The species is elusive and critically endangered. Image Credit: Anna Frodesiak
The Hainan Gibbon, of which only a few dozen still survive, has received a welcome and unexpected boost.
This fascinating primate, which is now found only in a small area of forest on China's Hainan island, once numbered in the thousands, but now due to destructive human activities, their numbers have dwindled to such an extent that there are little more than 30 individuals remaining.
The gibbons are well known for swinging through the trees and for their distinctive, haunting calls.
Those that are left survive in small family groups scattered around the forest.
Now though, against all odds, a previously unknown pair of gibbons - a male and female - have been discovered living independently in the same area and could go on to produce offspring.

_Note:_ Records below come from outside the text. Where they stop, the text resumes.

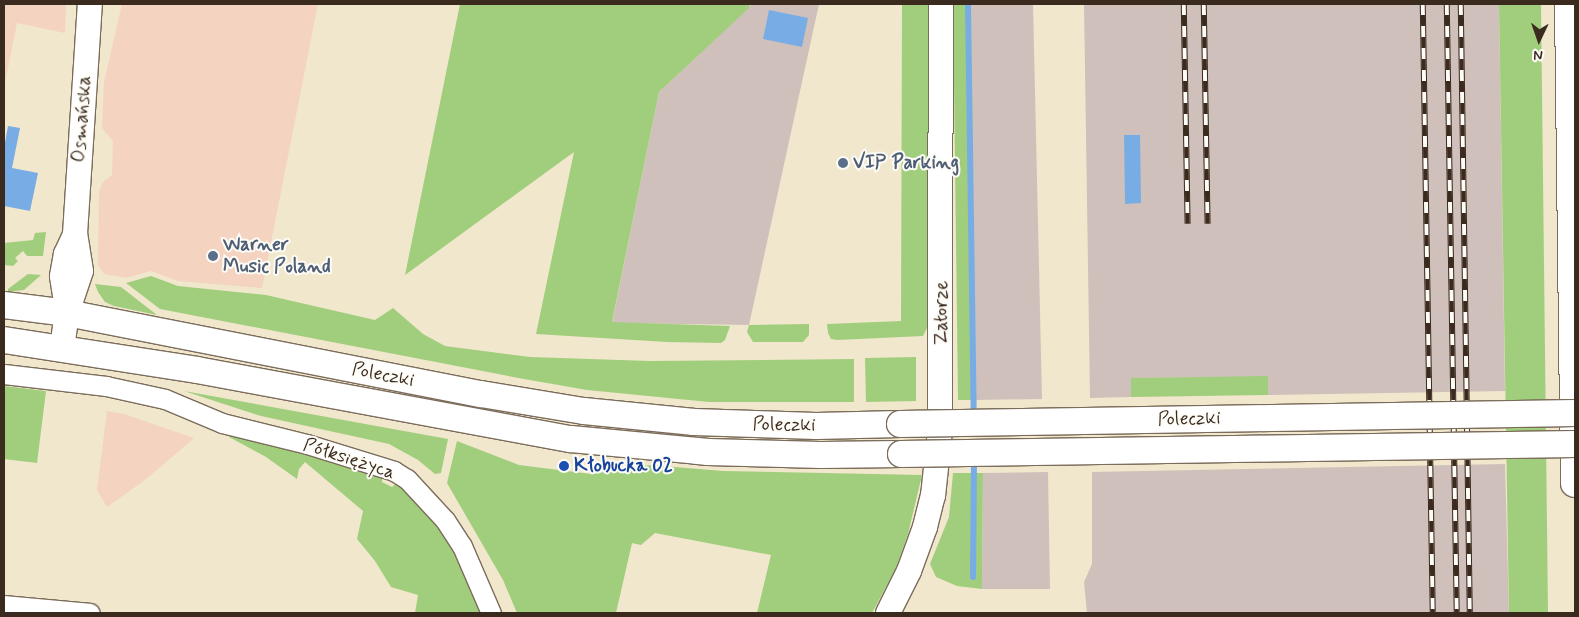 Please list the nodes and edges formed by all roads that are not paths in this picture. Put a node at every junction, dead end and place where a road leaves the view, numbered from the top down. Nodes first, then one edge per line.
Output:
1 (90, 4) edge
2 (941, 4) edge
3 (1569, 4) edge
4 (4, 305) edge
5 (67, 313) junction
6 (4, 340) edge
7 (62, 348) junction
8 (4, 374) edge
9 (1575, 412) edge
10 (1575, 444) edge
11 (1575, 483) edge
12 (4, 604) edge
13 (90, 613) edge
14 (491, 613) edge
15 (888, 613) edge

1 - 5 street, Osmańska
2 - 15 street, Zatorze
3 - 11 highway
4 - 5 main road, Poleczki
5 - 7 street, Osmańska
5 - 9 main road, Poleczki, bridge
6 - 7 main road, Poleczki
7 - 10 main road, Poleczki, bridge
8 - 14 street, Półksiężyca
12 - 13 street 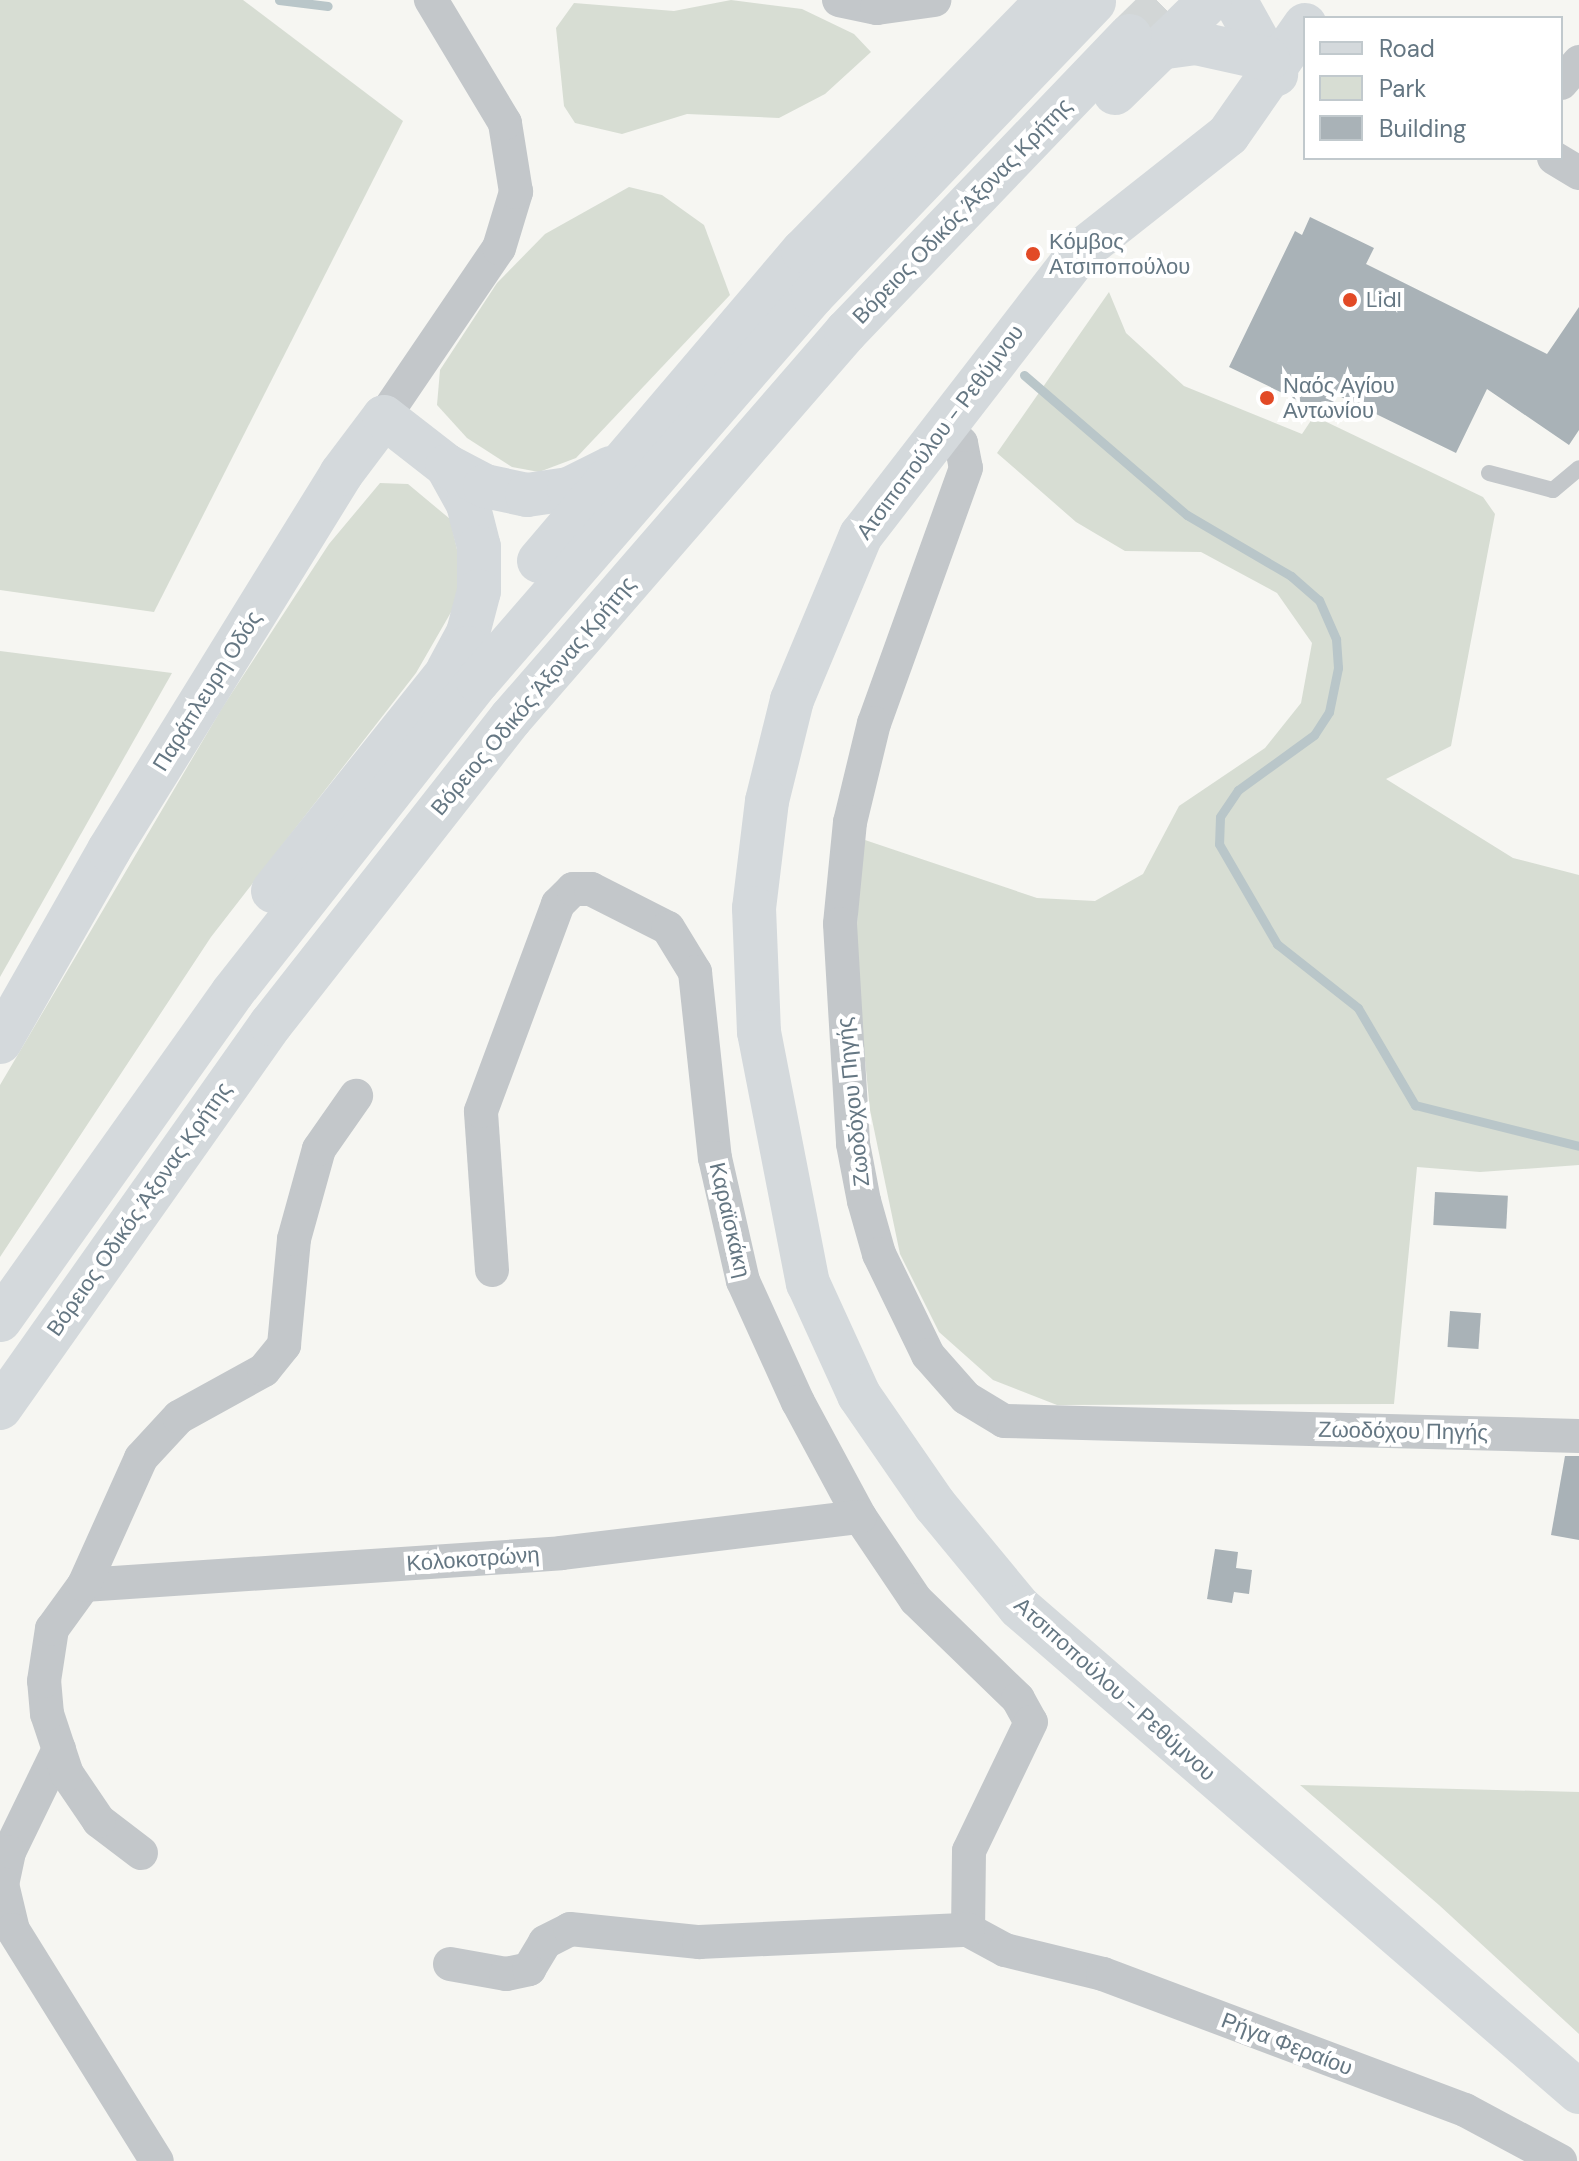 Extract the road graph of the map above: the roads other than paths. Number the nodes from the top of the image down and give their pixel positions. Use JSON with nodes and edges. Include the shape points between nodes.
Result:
{"nodes":[{"id":1,"x":431,"y":0,"type":"edge"},
{"id":2,"x":839,"y":0,"type":"edge"},
{"id":3,"x":934,"y":0,"type":"edge"},
{"id":4,"x":1048,"y":0,"type":"edge"},
{"id":5,"x":1210,"y":0,"type":"edge"},
{"id":6,"x":1235,"y":0,"type":"edge"},
{"id":7,"x":1289,"y":0,"type":"edge"},
{"id":8,"x":1094,"y":2,"type":"tunnel mouth"},
{"id":9,"x":1307,"y":16,"type":"edge"},
{"id":10,"x":1303,"y":27,"type":"edge"},
{"id":11,"x":1144,"y":42,"type":"junction"},
{"id":12,"x":1579,"y":62,"type":"edge"},
{"id":13,"x":1272,"y":66,"type":"junction"},
{"id":14,"x":1563,"y":81,"type":"edge"},
{"id":15,"x":1557,"y":160,"type":"edge"},
{"id":16,"x":1579,"y":173,"type":"edge"},
{"id":17,"x":384,"y":417,"type":"junction"},
{"id":18,"x":944,"y":425,"type":"junction"},
{"id":19,"x":639,"y":442,"type":"junction"},
{"id":20,"x":447,"y":466,"type":"junction"},
{"id":21,"x":1579,"y":468,"type":"edge"},
{"id":22,"x":1489,"y":473,"type":"dead end"},
{"id":23,"x":447,"y":671,"type":"junction"},
{"id":24,"x":0,"y":1042,"type":"edge"},
{"id":25,"x":356,"y":1096,"type":"dead end"},
{"id":26,"x":59,"y":1231,"type":"junction"},
{"id":27,"x":492,"y":1270,"type":"dead end"},
{"id":28,"x":0,"y":1320,"type":"edge"},
{"id":29,"x":0,"y":1408,"type":"edge"},
{"id":30,"x":1579,"y":1436,"type":"edge"},
{"id":31,"x":860,"y":1517,"type":"junction"},
{"id":32,"x":84,"y":1585,"type":"junction"},
{"id":33,"x":59,"y":1749,"type":"junction"},
{"id":34,"x":141,"y":1853,"type":"dead end"},
{"id":35,"x":968,"y":1930,"type":"junction"},
{"id":36,"x":450,"y":1964,"type":"dead end"},
{"id":37,"x":1579,"y":2092,"type":"edge"},
{"id":38,"x":157,"y":2161,"type":"edge"},
{"id":39,"x":1560,"y":2161,"type":"edge"}],
"edges":[{"from":1,"to":17,"type":"street","via":[[505,123],[516,192],[499,248]]},
{"from":2,"to":3,"type":"street","via":[[877,8]]},
{"from":4,"to":19,"type":"main road","via":[[803,251]]},
{"from":5,"to":11,"type":"main road","name":"Βόρειος Οδικός Άξονας Κρήτης"},
{"from":6,"to":13,"type":"main road"},
{"from":7,"to":9,"type":"main road"},
{"from":8,"to":26,"type":"main road","via":[[813,295],[478,681],[233,992]]},
{"from":10,"to":13,"type":"main road","name":"Ατσιποπούλου - Ρεθύμνου"},
{"from":11,"to":13,"type":"main road","via":[[1196,43]]},
{"from":11,"to":29,"type":"main road","name":"Βόρειος Οδικός Άξονας Κρήτης","via":[[720,516],[484,799],[212,1144],[101,1258]]},
{"from":12,"to":14,"type":"street"},
{"from":13,"to":18,"type":"main road","name":"Ατσιποπούλου - Ρεθύμνου","via":[[1199,164],[1080,252]]},
{"from":15,"to":16,"type":"street"},
{"from":17,"to":20,"type":"main road"},
{"from":17,"to":24,"type":"main road","name":"Παράπλευρη Οδός","via":[[341,474],[109,850]]},
{"from":18,"to":30,"type":"street","name":"Ζωοδόχου Πηγής","via":[[961,443],[966,468],[874,723],[850,822],[840,924],[853,1144],[864,1201],[879,1254],[928,1355],[966,1398],[1004,1421]]},
{"from":18,"to":37,"type":"main road","name":"Ατσιποπούλου - Ρεθύμνου","via":[[861,535],[792,700],[767,801],[754,908],[759,1032],[808,1283],[859,1395],[935,1505],[1019,1607]]},
{"from":19,"to":20,"type":"main road","via":[[608,471],[569,489],[539,493],[485,486]]},
{"from":19,"to":23,"type":"main road"},
{"from":20,"to":23,"type":"main road","via":[[468,504],[479,547],[479,591],[468,633]]},
{"from":21,"to":22,"type":"lane","via":[[1553,490]]},
{"from":23,"to":26,"type":"main road","via":[[210,977],[138,1084]]},
{"from":25,"to":32,"type":"street","via":[[319,1149],[294,1239],[284,1345],[264,1370],[179,1417],[141,1458]]},
{"from":26,"to":28,"type":"main road"},
{"from":27,"to":31,"type":"street","name":"Καραϊσκάκη","via":[[481,1111],[558,904],[573,889],[591,889],[668,928],[695,972],[715,1158],[743,1281],[798,1402]]},
{"from":31,"to":32,"type":"street","name":"Κολοκοτρώνη","via":[[561,1553]]},
{"from":31,"to":35,"type":"street","name":"Καραϊσκάκη","via":[[916,1600],[1018,1699],[1031,1722],[969,1851]]},
{"from":32,"to":33,"type":"street","via":[[52,1629],[46,1648],[47,1714]]},
{"from":33,"to":34,"type":"street","via":[[67,1774],[99,1821]]},
{"from":33,"to":38,"type":"street","via":[[9,1852],[2,1884],[13,1930]]},
{"from":35,"to":36,"type":"street","via":[[699,1942],[570,1929],[545,1942],[529,1969],[506,1974]]},
{"from":35,"to":39,"type":"street","name":"Ρήγα Φεραίου","via":[[1005,1950],[1103,1974],[1450,2105]]}]}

Conservationists have welcomed the news, suggesting that it could help the species to survive and repopulate, perhaps even returning to a more healthy conservation status.
Things have certainly improved since 2003 when there were a mere 13 Hainan Gibbons remaining.
A concerted rescue programme, which involved protecting the apes from hunters and planting thousands of trees to ensure that they had enough food and habitat, brought them back from the brink.
"I can't imagine how sad it would be if Hainan rainforest lost this beautiful animal and its wonderful song," said senior conservation officer Philip Lo.